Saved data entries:

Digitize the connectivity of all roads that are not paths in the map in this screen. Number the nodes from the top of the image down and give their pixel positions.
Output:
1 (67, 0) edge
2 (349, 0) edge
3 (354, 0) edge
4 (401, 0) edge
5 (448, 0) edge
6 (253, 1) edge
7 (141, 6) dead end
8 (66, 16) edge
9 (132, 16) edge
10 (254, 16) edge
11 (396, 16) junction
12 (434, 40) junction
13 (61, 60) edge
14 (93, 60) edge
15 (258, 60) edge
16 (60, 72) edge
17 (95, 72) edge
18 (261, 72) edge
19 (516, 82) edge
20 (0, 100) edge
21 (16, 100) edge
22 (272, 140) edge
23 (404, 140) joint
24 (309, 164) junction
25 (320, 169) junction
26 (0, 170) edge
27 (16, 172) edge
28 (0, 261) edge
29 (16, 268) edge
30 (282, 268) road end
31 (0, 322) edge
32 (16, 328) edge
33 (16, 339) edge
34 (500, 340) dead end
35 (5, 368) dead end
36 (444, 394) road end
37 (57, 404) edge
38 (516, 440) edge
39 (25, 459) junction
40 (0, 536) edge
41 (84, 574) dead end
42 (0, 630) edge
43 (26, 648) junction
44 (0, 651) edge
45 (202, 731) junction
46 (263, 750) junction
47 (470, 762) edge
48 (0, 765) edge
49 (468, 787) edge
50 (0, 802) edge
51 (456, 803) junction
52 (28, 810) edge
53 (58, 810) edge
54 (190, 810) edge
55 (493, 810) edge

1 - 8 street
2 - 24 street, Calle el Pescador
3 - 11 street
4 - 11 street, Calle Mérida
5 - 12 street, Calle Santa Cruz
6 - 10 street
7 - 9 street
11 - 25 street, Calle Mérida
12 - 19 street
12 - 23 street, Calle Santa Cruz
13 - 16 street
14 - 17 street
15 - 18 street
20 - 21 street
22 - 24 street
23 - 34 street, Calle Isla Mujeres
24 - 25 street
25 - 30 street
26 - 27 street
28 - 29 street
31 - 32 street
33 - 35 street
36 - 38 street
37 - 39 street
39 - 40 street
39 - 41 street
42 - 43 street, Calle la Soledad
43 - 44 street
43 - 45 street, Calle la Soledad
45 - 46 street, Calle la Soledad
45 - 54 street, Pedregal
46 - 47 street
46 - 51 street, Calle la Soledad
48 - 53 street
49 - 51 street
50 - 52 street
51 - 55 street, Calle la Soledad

= What you have to do =
Your task is to count the lines of the records that contain "Cruz". Answer with only that number.

= Answer for this exercise =
2